*** Data to examine ***

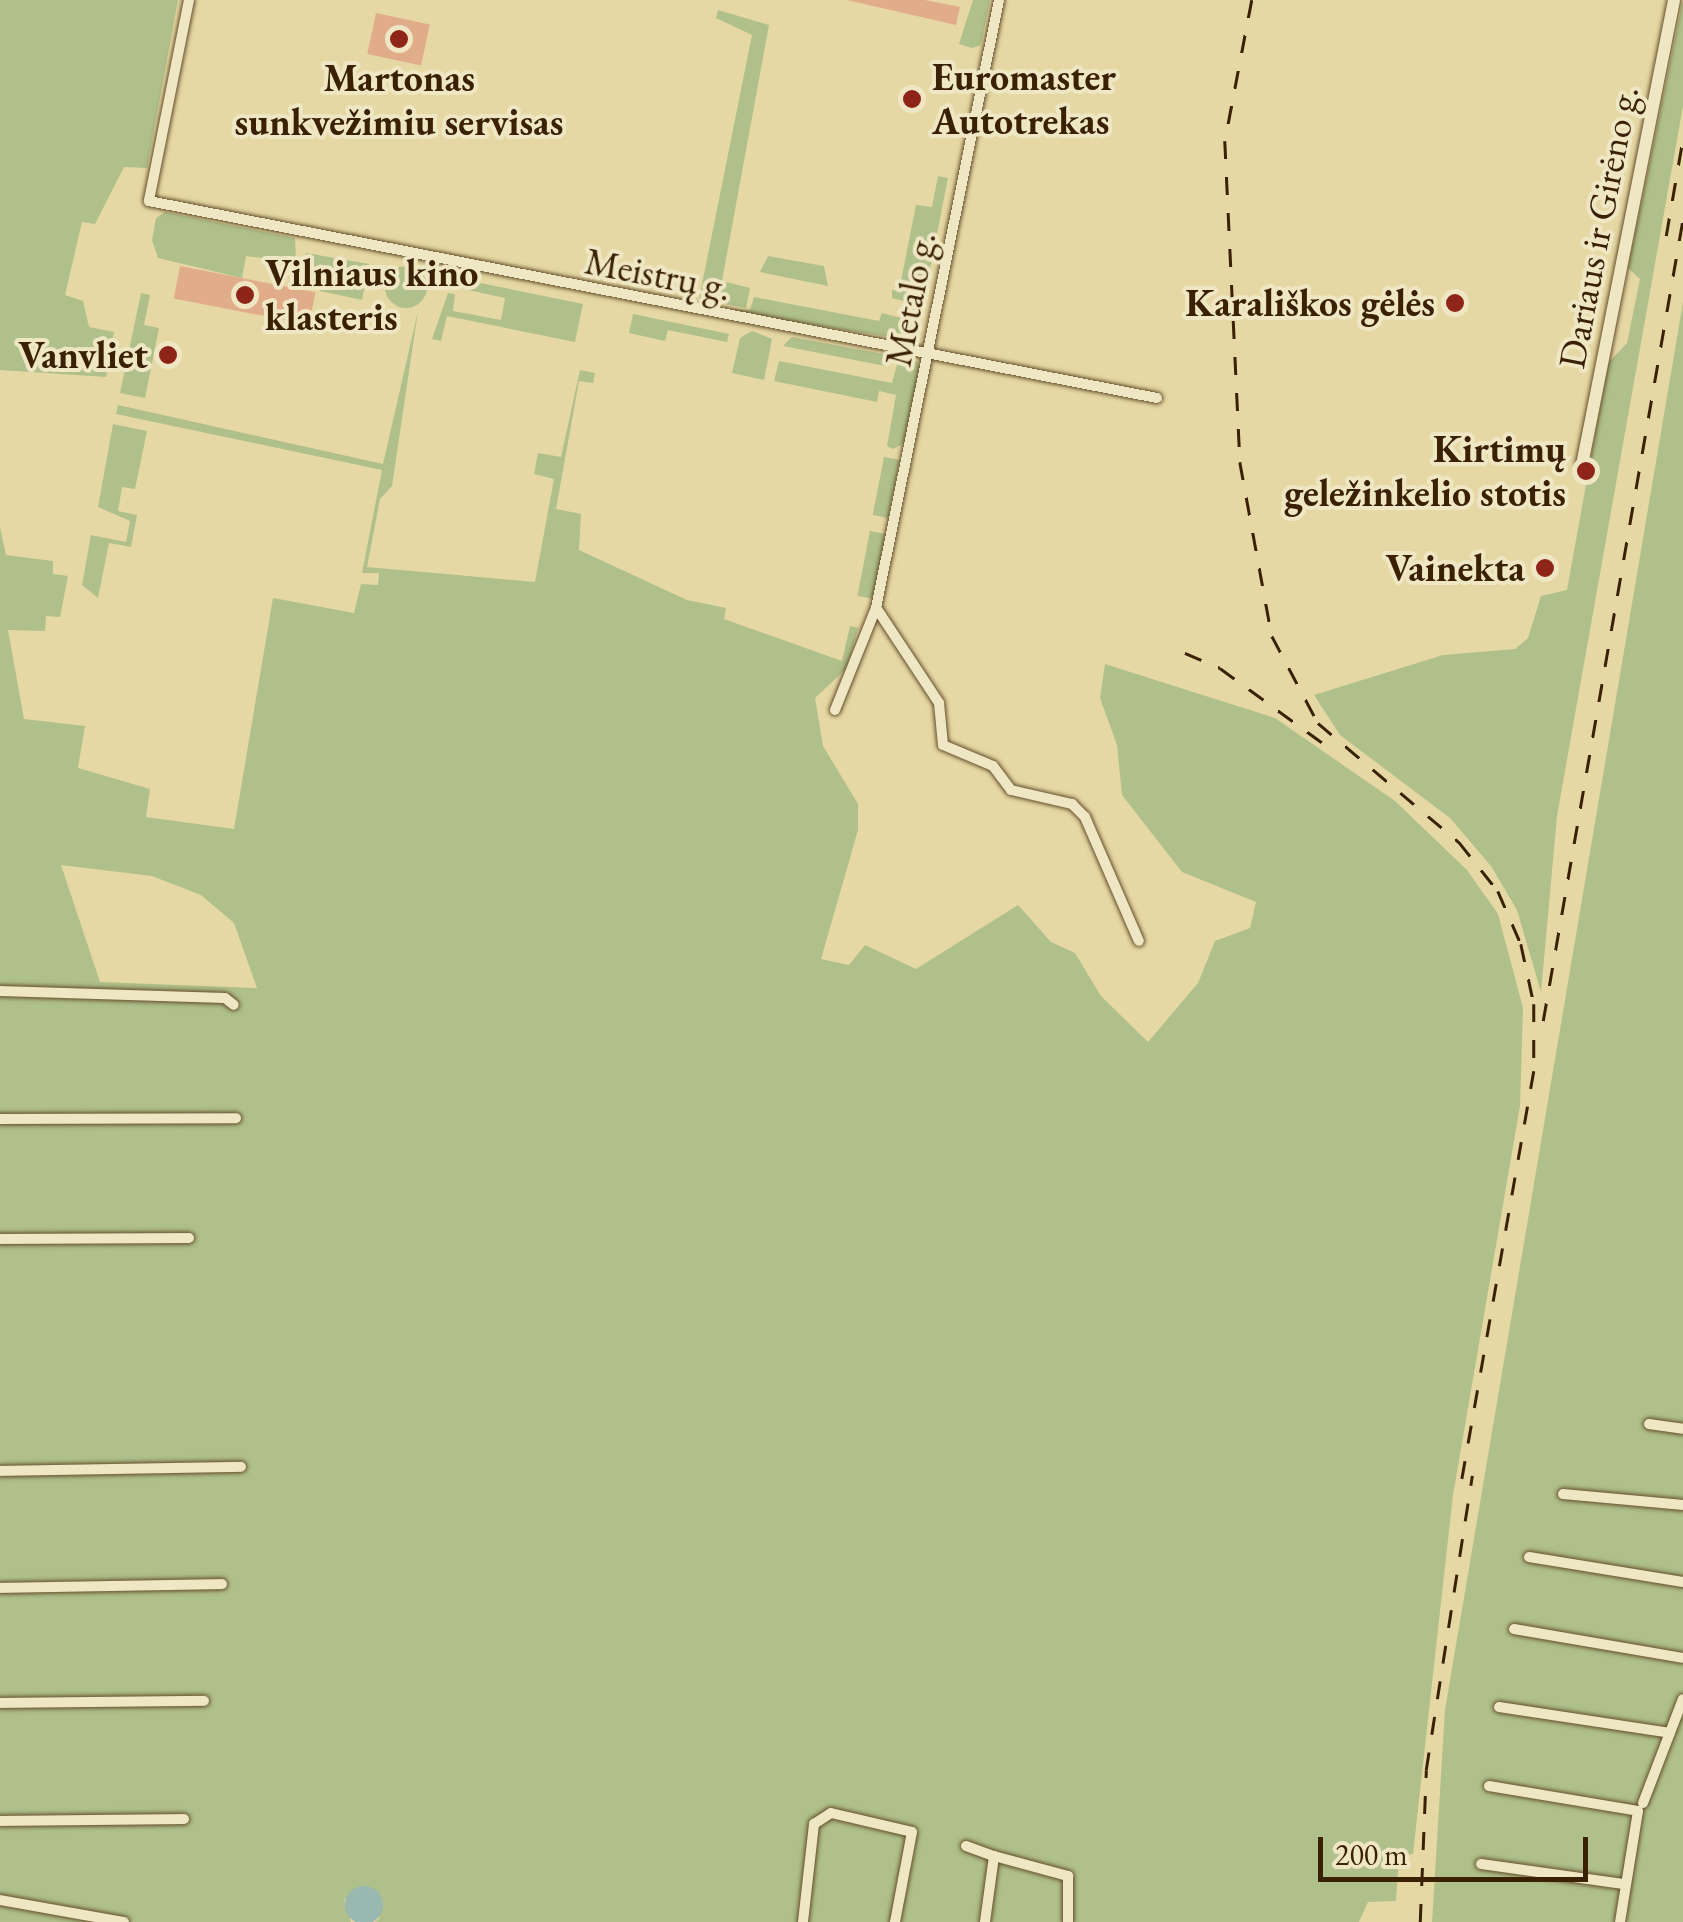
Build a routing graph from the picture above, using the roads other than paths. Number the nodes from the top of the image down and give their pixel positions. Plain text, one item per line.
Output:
1 (189, 0) edge
2 (998, 0) edge
3 (1666, 0) edge
4 (1674, 1) edge
5 (929, 356) junction
6 (1157, 398) dead end
7 (1582, 465) dead end
8 (876, 608) junction
9 (835, 710) dead end
10 (1139, 941) dead end
11 (0, 991) edge
12 (234, 1005) dead end
13 (236, 1118) dead end
14 (0, 1119) edge
15 (0, 1238) edge
16 (189, 1238) dead end
17 (1649, 1424) dead end
18 (1683, 1429) edge
19 (241, 1467) dead end
20 (0, 1471) edge
21 (1563, 1494) dead end
22 (1683, 1506) edge
23 (1530, 1557) dead end
24 (1683, 1582) edge
25 (222, 1584) dead end
26 (0, 1588) edge
27 (1514, 1629) dead end
28 (1683, 1658) edge
29 (1683, 1699) edge
30 (204, 1701) dead end
31 (0, 1702) edge
32 (1499, 1707) dead end
33 (1670, 1733) junction
34 (1489, 1786) dead end
35 (1641, 1807) junction
36 (184, 1819) dead end
37 (0, 1820) edge
38 (966, 1846) dead end
39 (994, 1856) junction
40 (1481, 1864) dead end
41 (1624, 1884) junction
42 (0, 1900) edge
43 (124, 1922) edge
44 (804, 1922) edge
45 (895, 1922) edge
46 (984, 1922) edge
47 (1068, 1922) edge
48 (1620, 1922) edge

1 - 5 street, Meistrų g.
2 - 5 street, Metalo g.
3 - 4 street
4 - 7 street, Dariaus ir Girėno g.
5 - 6 street, Meistrų g.
5 - 8 street, Metalo g.
8 - 9 street, Metalo g.
8 - 10 street
11 - 12 street
13 - 14 street
15 - 16 street
17 - 18 street
19 - 20 street
21 - 22 street
23 - 24 street
25 - 26 street
27 - 28 street
29 - 33 street
30 - 31 street
32 - 33 street
33 - 35 street
34 - 35 street
35 - 41 street
36 - 37 street
38 - 39 street
39 - 46 street
39 - 47 street
40 - 41 street
41 - 48 street
42 - 43 street
44 - 45 street

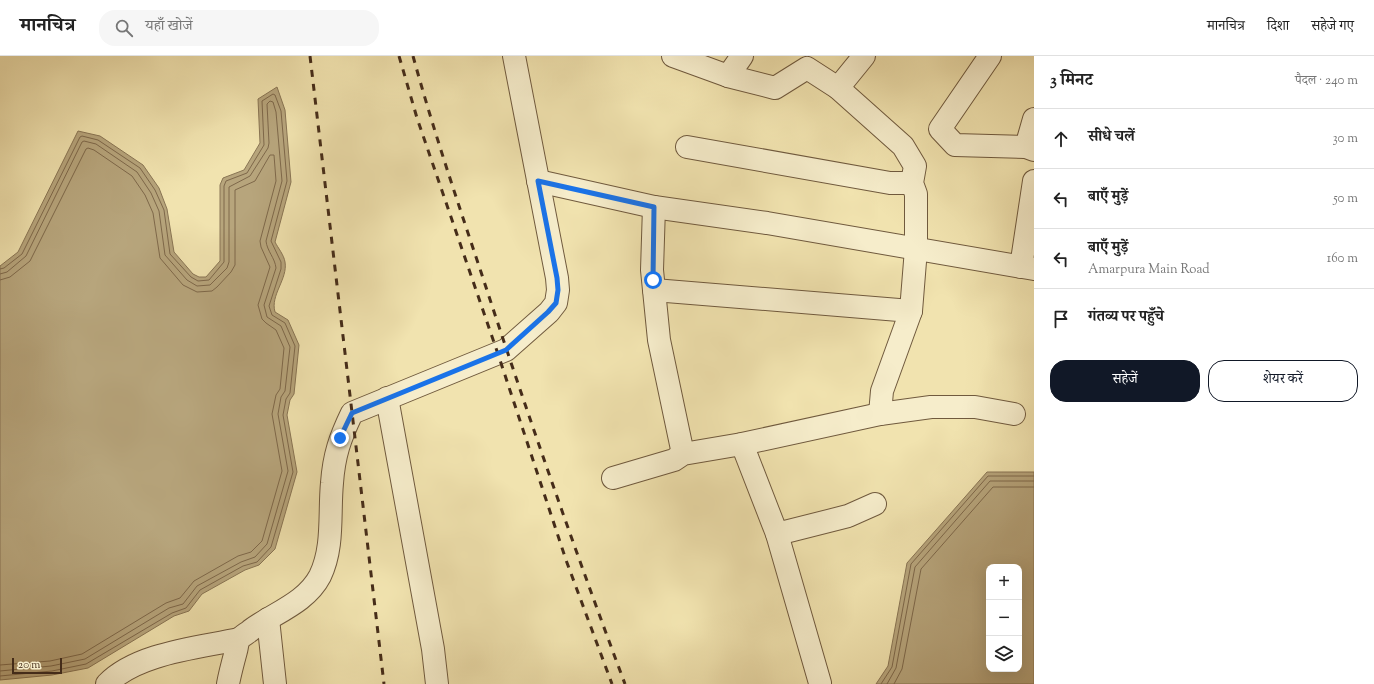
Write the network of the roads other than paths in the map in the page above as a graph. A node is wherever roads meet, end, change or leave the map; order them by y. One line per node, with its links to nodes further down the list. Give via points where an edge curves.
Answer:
1 (514, 56): 12 (street)
2 (673, 56): 7 (street)
3 (742, 56): 7 (street)
4 (864, 56): 8 (street)
5 (990, 56): 11 (street, via 940,129 955,145)
6 (812, 62): 7 (street, via 775,88); 8 (street)
7 (728, 76)
8 (838, 88): 14 (street, via 903,146 915,166)
9 (1034, 119): 11 (street)
10 (687, 147): 14 (street, via 890,183)
11 (1030, 149)
12 (538, 181): 15 (street); 20 (street, via 557,278 556,303 506,350)
13 (1034, 181): 17 (street)
14 (912, 183): 16 (street, via 916,194)
15 (654, 207): 16 (street, via 767,223); 18 (street)
16 (916, 249): 17 (street); 19 (street)
17 (1028, 268)
18 (654, 290): 19 (street); 24 (street, via 659,340)
19 (911, 311): 21 (street, via 882,391)
20 (388, 398): 28 (street, via 352,413 340,438 332,474 330,543 320,575 315,584 298,600); 35 (street)
21 (880, 414): 22 (street, via 931,407 975,407); 23 (street)
22 (1014, 414)
23 (742, 444): 24 (street); 27 (street)
24 (683, 454): 25 (street, via 674,460)
25 (612, 478)
26 (875, 504): 27 (street, via 848,516)
27 (777, 534): 31 (street)
28 (268, 619): 29 (street); 34 (street)
29 (239, 639): 30 (street, via 157,656); 33 (street)
30 (124, 676): 32 (street)
31 (820, 683)
32 (107, 684)
33 (228, 684)
34 (275, 684)
35 (437, 684)

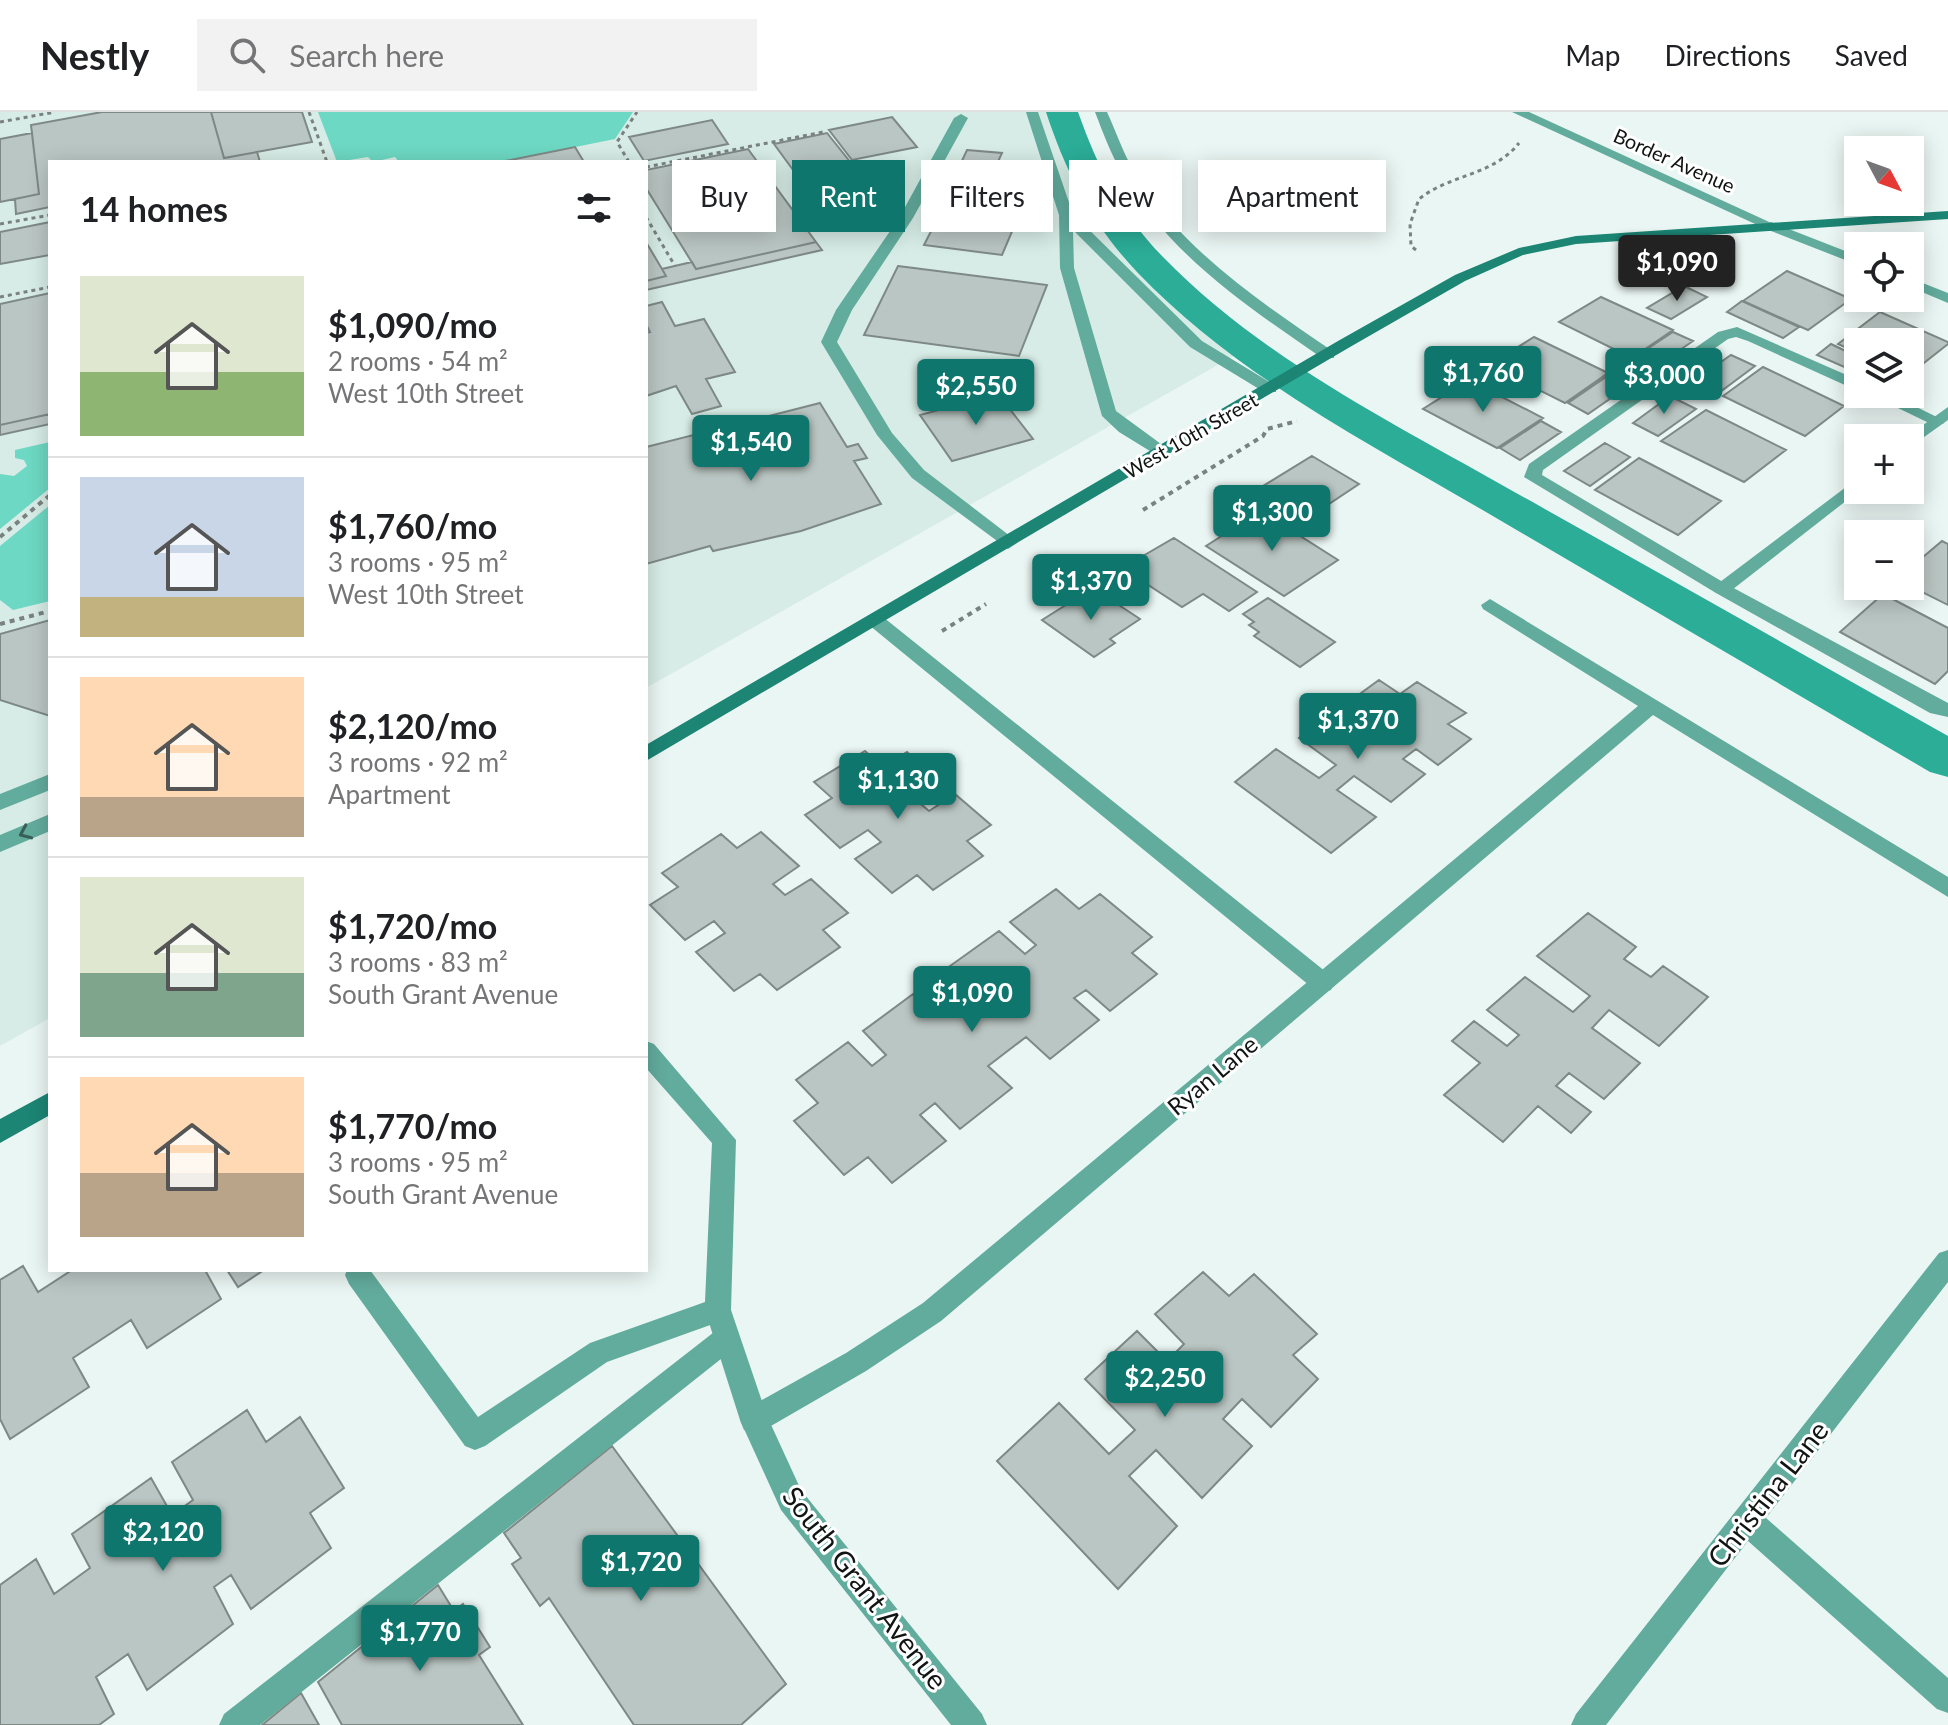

***

◆ Task to complete
Look above for lines with the word "paths" and copy them all.

◆ Exercise solution
Build a routing graph from the picture above, using the roads other than paths. Number the nodes from the top of the image down and give their pixel positions. Plain text, one item per line.
Write the network of the roads other than paths in the map in the page above as a graph. A node is wherever roads meet, end, change or leave the map; order them by y. One line per node, with its links to nodes further down the list. Give via points where an edge curves.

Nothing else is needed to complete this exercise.